Wally was written as such a fucking asshole. “I took things seriously” OH IM SORRY MR PERFECT THAT NEVER FUCKING GOOFED AROUND AND HAD FRIENDS AND GOT EXCITED AND USED HIS POWERS TO HIS ADVANTAGE???? and suddenly bart does it and he’s such a fucking failure and he’s not good enough???? Give me a fucking BREAK. “I founded the titans” okay yes do you want a gold star??? So petty and for what smh
And I mean… bart is so… he’s bart. and I absolutely love him. He’s just excited, and people take this as ridiculously stupid and immature. And YES i have read the issues where bart spends three solid minutes talking to a cardboard cut-out of the flash, but he’s just a kid… he deserves better than whatever the fuck this run is
…. let that one linger. I mean I’m no Bart but hearing that hurts. A lot.
And Cassandra (i refuse to call whoever she is ‘cassie’) was such a bitch to him?? i get that she got expelled from school but the rest is all bullshit (cassandra here got expulsed because she threw a tantrum and gave out her secret idenity to the whole school and used her powers, which already tells you that this is out of character- although she might have done something similar but she wouldn’t go as far as she did)

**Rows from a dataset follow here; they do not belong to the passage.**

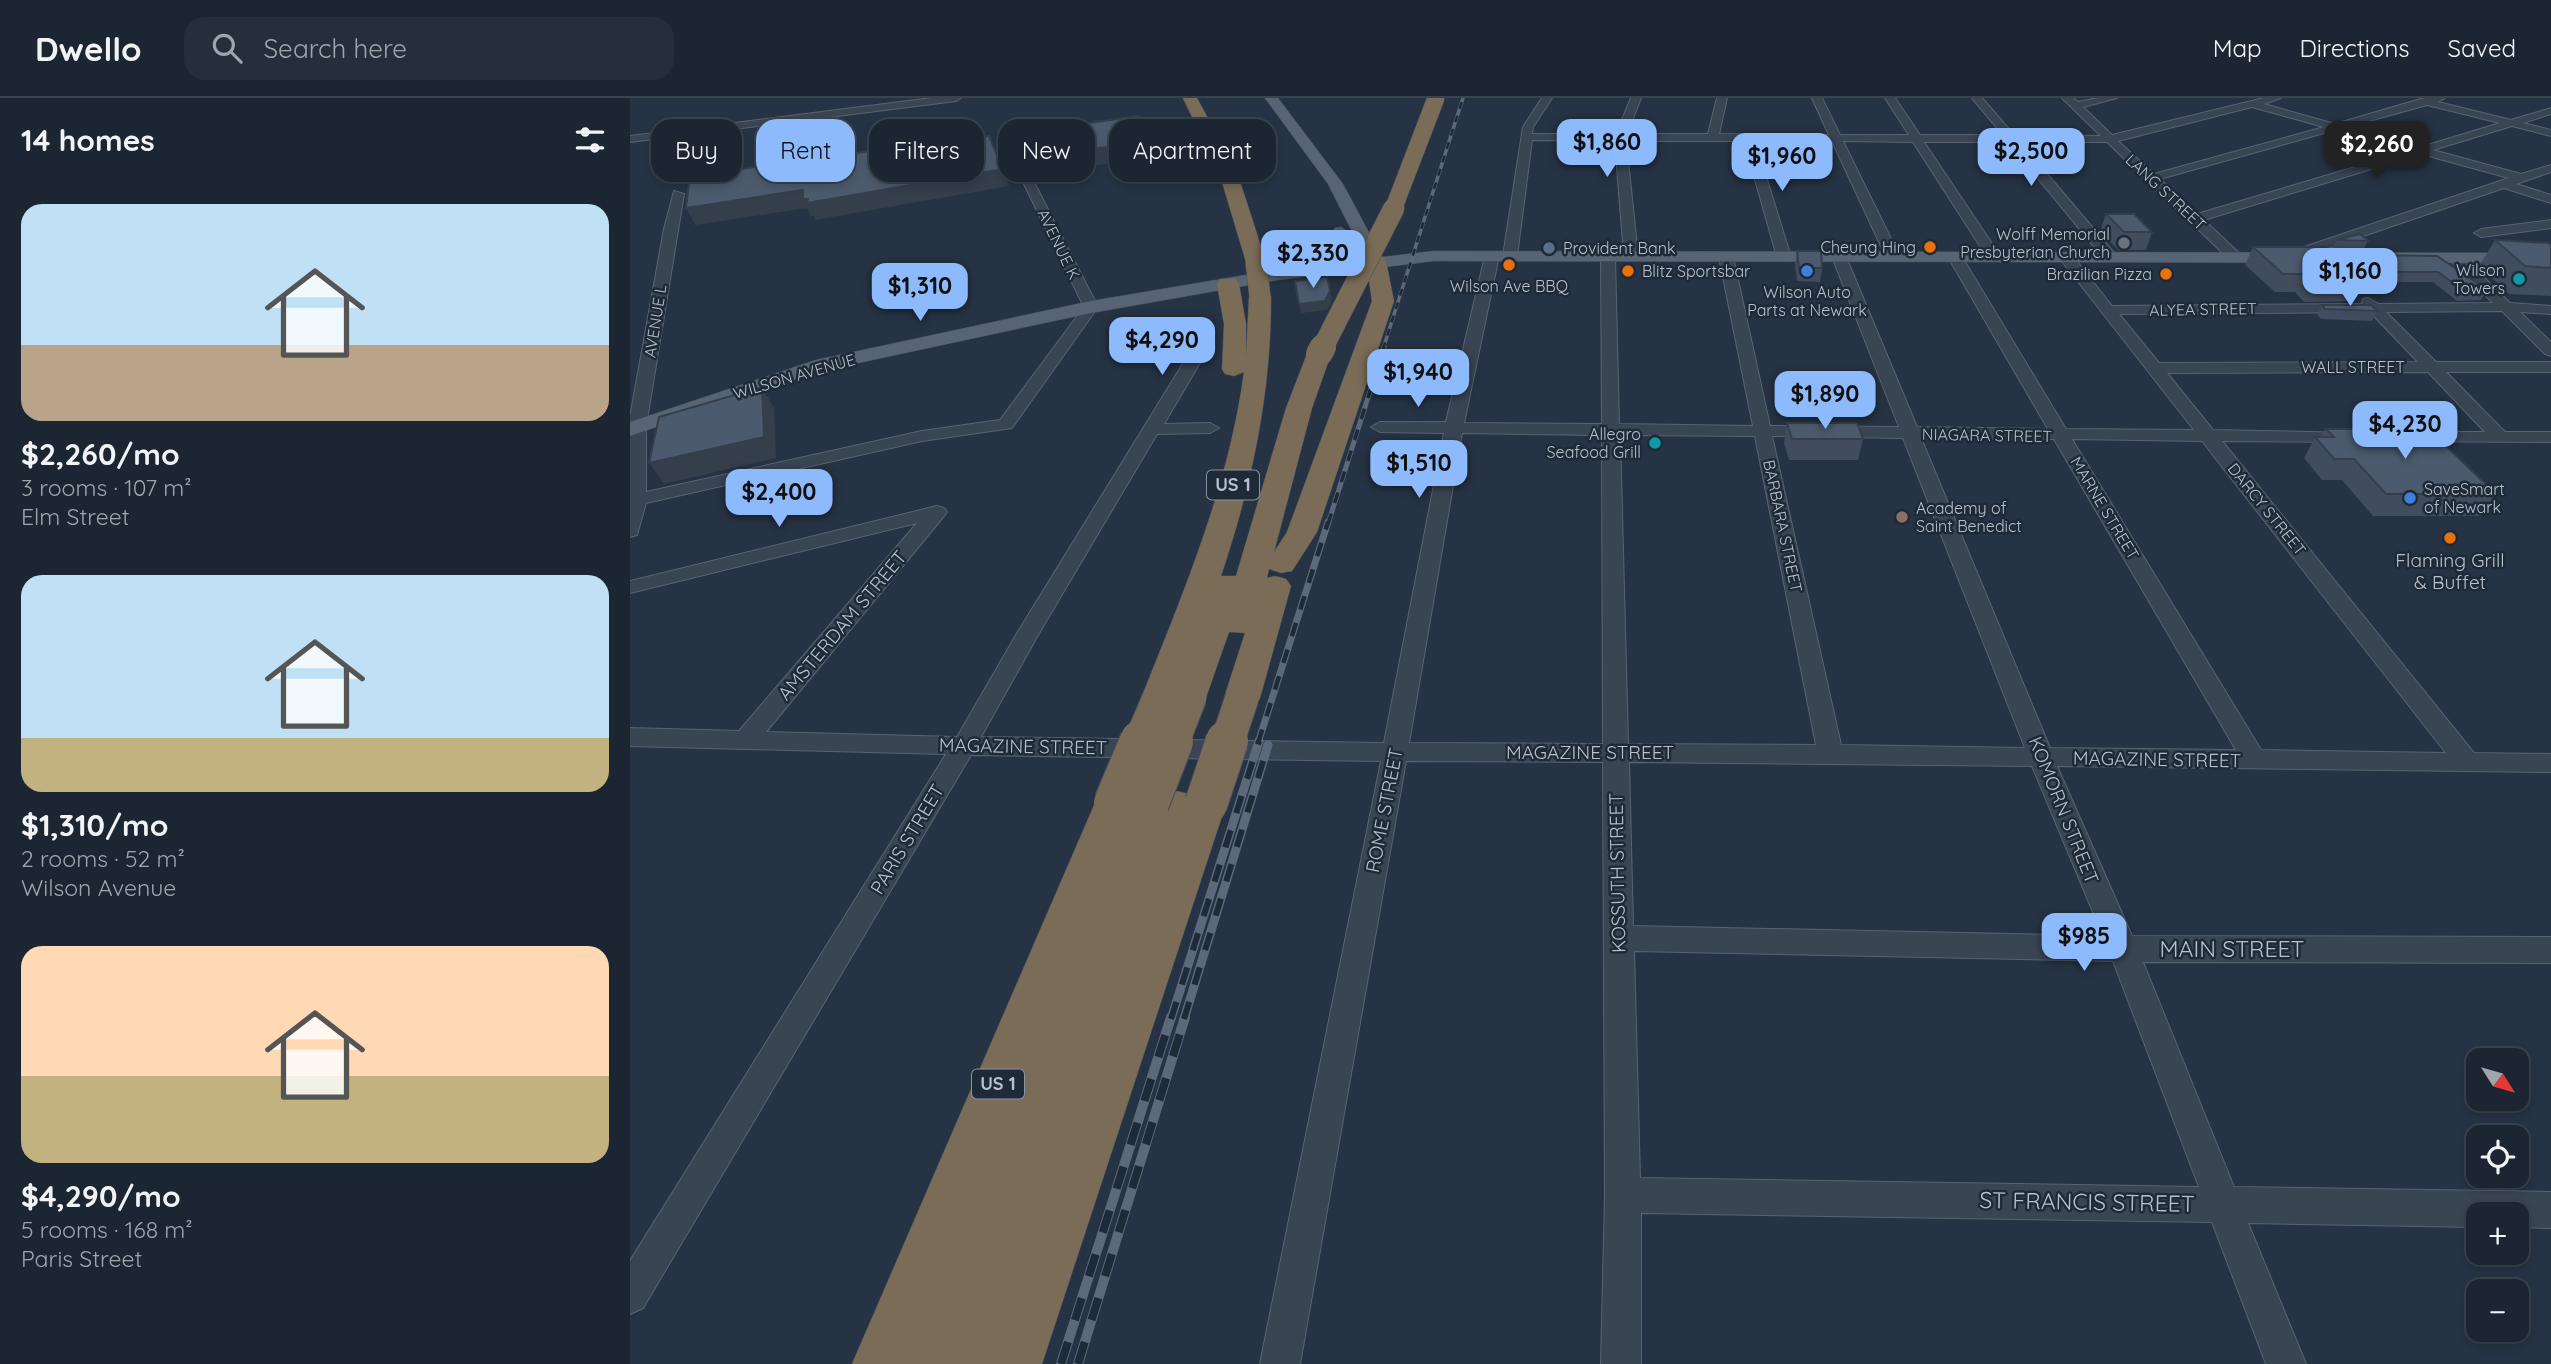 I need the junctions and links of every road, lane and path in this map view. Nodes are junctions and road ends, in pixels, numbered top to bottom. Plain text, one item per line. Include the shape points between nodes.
1 (956, 98) edge
2 (1191, 98) edge
3 (1205, 98) edge
4 (1271, 98) edge
5 (1436, 98) edge
6 (1449, 98) edge
7 (1548, 98) edge
8 (1636, 98) edge
9 (1722, 98) edge
10 (1817, 98) edge
11 (1889, 98) edge
12 (1976, 98) edge
13 (2112, 98) edge
14 (2230, 98) edge
15 (2276, 98) edge
16 (2413, 98) edge
17 (2440, 98) edge
18 (2071, 102) edge
19 (2428, 102) junction
20 (2252, 104) junction
21 (2551, 111) edge
22 (2513, 123) junction
23 (2335, 127) junction
24 (2551, 133) edge
25 (1527, 137) junction
26 (1620, 138) junction
27 (1713, 138) junction
28 (1749, 138) junction
29 (630, 139) edge
30 (1838, 139) junction
31 (1917, 139) junction
32 (2011, 139) junction
33 (2109, 139) junction
34 (2421, 150) junction
35 (2551, 168) edge
36 (2151, 178) junction
37 (2521, 178) junction
38 (1028, 182) edge
39 (1250, 184) dead end
40 (2504, 184) junction
41 (678, 194) dead end
42 (2551, 199) edge
43 (1345, 207) junction
44 (2194, 219) junction
45 (2551, 224) edge
46 (1340, 232) junction
47 (2481, 233) dead end
48 (1501, 256) junction
49 (1608, 257) junction
50 (1631, 257) junction
51 (1726, 257) junction
52 (1784, 257) junction
53 (1839, 257) junction
54 (1893, 257) junction
55 (1955, 257) junction
56 (1994, 257) junction
57 (2066, 257) junction
58 (2110, 257) junction
59 (2235, 257) junction
60 (2288, 257) junction
61 (2321, 258) junction
62 (2456, 258) junction
63 (2551, 258) edge
64 (1367, 263) junction
65 (2336, 272) edge
66 (1270, 273) junction
67 (1228, 284) junction
68 (2356, 291) edge
69 (1091, 307) junction
70 (2507, 307) junction
71 (2374, 308) junction
72 (2108, 310) junction
73 (2551, 310) edge
74 (1203, 344) dead end
75 (2551, 351) edge
76 (1329, 355) junction
77 (2432, 366) junction
78 (2551, 367) edge
79 (2155, 368) junction
80 (633, 428) edge
81 (1210, 428) dead end
82 (1380, 428) dead end
83 (1154, 429) junction
84 (1454, 430) junction
85 (1609, 431) junction
86 (1764, 432) junction
87 (1912, 433) junction
88 (2062, 436) junction
89 (2208, 436) junction
90 (2551, 436) edge
91 (2500, 437) junction
92 (634, 501) edge
93 (630, 531) edge
94 (1281, 564) junction
95 (630, 587) edge
96 (1195, 691) junction
97 (630, 737) edge
98 (747, 738) junction
99 (964, 746) junction
100 (1395, 752) junction
101 (1616, 752) junction
102 (1830, 754) junction
103 (2043, 758) junction
104 (2254, 760) junction
105 (2467, 762) junction
106 (2551, 763) edge
107 (1161, 804) junction
108 (1618, 938) junction
109 (2123, 949) junction
110 (2551, 950) edge
111 (1623, 1195) junction
112 (2221, 1205) junction
113 (2551, 1210) edge
114 (630, 1295) edge
115 (881, 1364) edge
116 (928, 1364) edge
117 (966, 1364) edge
118 (1013, 1364) edge
119 (1280, 1364) edge
120 (1621, 1364) edge
121 (2286, 1364) edge

1 - 29 street
2 - 66 highway
3 - 39 highway
4 - 43 main road via 1335,184
5 - 76 highway, bridge
6 - 76 highway, US 1 via 1411,202
7 - 25 street, ROME STREET via 1528,127
8 - 26 street
9 - 27 street
10 - 30 street
11 - 31 street
12 - 32 street
13 - 18 street
14 - 20 street
15 - 20 street
16 - 19 street
17 - 19 street
18 - 33 street, LANG STREET
19 - 22 street
19 - 23 street
20 - 23 street
20 - 33 street
21 - 22 street
22 - 24 street
22 - 34 street
23 - 34 street
23 - 36 street
25 - 26 street
25 - 48 street, ROME STREET
26 - 27 street
26 - 50 street
27 - 28 street
28 - 30 street
28 - 52 street
30 - 31 street
30 - 54 street
31 - 32 street
31 - 56 street
32 - 33 street
32 - 58 street
33 - 36 street, LANG STREET
34 - 37 street
34 - 44 street
35 - 37 street
36 - 44 street, LANG STREET
37 - 40 street
38 - 69 street, AVENUE K
40 - 42 street
40 - 60 street
41 - 80 street, AVENUE L
43 - 46 main road
43 - 64 main road
44 - 59 street, LANG STREET
45 - 47 street
46 - 64 main road via 1341,248
46 - 66 main road via 1315,257
48 - 49 main road, WILSON AVENUE
48 - 64 main road, WILSON AVENUE
48 - 84 street, ROME STREET
49 - 50 main road, WILSON AVENUE
49 - 85 street, KOSSUTH STREET
50 - 51 main road, WILSON AVENUE
51 - 52 main road, WILSON AVENUE
51 - 86 street, BARBARA STREET
52 - 53 main road, WILSON AVENUE
53 - 54 main road, WILSON AVENUE
53 - 87 street, KOMORN STREET
54 - 55 main road, WILSON AVENUE
55 - 56 main road, WILSON AVENUE
55 - 88 street, MARNE STREET
56 - 57 main road, WILSON AVENUE
57 - 58 main road, WILSON AVENUE
57 - 72 street, DARCY STREET
58 - 59 main road, WILSON AVENUE
59 - 60 main road, WILSON AVENUE
60 - 61 main road, WILSON AVENUE
61 - 62 main road, WILSON AVENUE
61 - 65 street
62 - 63 main road, WILSON AVENUE
62 - 70 street
64 - 66 main road, WILSON AVENUE
64 - 94 highway via 1381,279 1383,301 1303,532
66 - 67 main road, WILSON AVENUE
66 - 96 highway via 1278,362 1259,476
67 - 69 main road, WILSON AVENUE
67 - 96 highway via 1235,324 1232,392 1213,492 1182,606
68 - 71 street
69 - 80 main road, WILSON AVENUE via 816,366
69 - 92 street via 1006,424 922,436
70 - 71 street, ALYEA STREET
70 - 73 street, ALYEA STREET
70 - 75 street
71 - 72 street, ALYEA STREET
71 - 77 street
72 - 79 street, DARCY STREET
74 - 83 street, PARIS STREET
76 - 94 highway, US 1
76 - 96 highway via 1299,408 1249,590
77 - 78 street, WALL STREET
77 - 79 street, WALL STREET
77 - 91 street
79 - 89 street, DARCY STREET
80 - 92 street, AVENUE L
81 - 83 street
82 - 84 street, NIAGARA STREET
83 - 99 street, PARIS STREET
84 - 85 street, NIAGARA STREET
84 - 100 street, ROME STREET
85 - 86 street, NIAGARA STREET
85 - 101 street, KOSSUTH STREET
86 - 87 street, NIAGARA STREET
86 - 102 street, BARBARA STREET
87 - 88 street, NIAGARA STREET
87 - 103 street, KOMORN STREET
88 - 89 street, NIAGARA STREET
88 - 104 street, MARNE STREET
89 - 91 street, NIAGARA STREET
89 - 105 street, DARCY STREET
90 - 91 street, NIAGARA STREET
92 - 93 street, AVENUE L
94 - 96 highway, US 1
95 - 98 street, AMSTERDAM STREET via 937,512
96 - 107 highway
96 - 107 highway, US 1, bridge
97 - 98 street, MAGAZINE STREET
98 - 99 street, MAGAZINE STREET
99 - 100 street, MAGAZINE STREET
99 - 114 street, PARIS STREET
100 - 101 street, MAGAZINE STREET
100 - 119 street, ROME STREET
101 - 102 street, MAGAZINE STREET
101 - 108 street, KOSSUTH STREET
102 - 103 street, MAGAZINE STREET
103 - 104 street, MAGAZINE STREET
103 - 109 street, KOMORN STREET
104 - 105 street, MAGAZINE STREET
105 - 106 street, MAGAZINE STREET
107 - 115 highway, US 1
107 - 116 highway
107 - 117 highway
107 - 118 highway, US 1
108 - 109 street, MAIN STREET
108 - 111 street, KOSSUTH STREET
109 - 110 street, MAIN STREET
109 - 112 street, KOMORN STREET
111 - 112 street, ST FRANCIS STREET
111 - 120 street, KOSSUTH STREET
112 - 113 street, ST FRANCIS STREET
112 - 121 street, KOMORN STREET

You can’t even blame Bart for being ‘immature’ and ‘childish’ here because they’re literally 16???? 17 at most and Cassandra is written as such a fucking bitchhh in the whole runnn and im pretty sure all my mutuals hate me for saying it so often but it makes me so angry (as you probably noticed). And I’m not talking about the costume design (although, if you ask me it’s really out of character and also its ugly and my baby cassie would have done waay better than that. I mean she had biker shorts because they were good to kick in and now she has JEANS???? and a belt to top that WITH A HEADBAND???? cassie is a barette bitch and her hair is short because she likes it like that and she would rather die than get bangs). And I don’t know what’s going on with her, but what the fuck is up with tim?? I’m sure he’s got his shit going on at home with batsy but like…. fuck you
they’re all being such assholes to bart, but he’s there nonetheless, energetic and bubbly, as if nothing’s happened. He even had a heart-to-back with Cassandra (you can guess who spilled their heart and who gave their back)
Oh and don’t let me forget that after this, Cassandra still thinks on leaving. But then cOnNeR goes “no you belong here” and cassandra goes “aw youre right lets kiss now” (not that i have anything against kon or the ship but it was just taken to extremes in this run, because conner this and conner that and lets clone my dead best friend and your boyfriend oh and lets kiss too because we totally dont do that enough)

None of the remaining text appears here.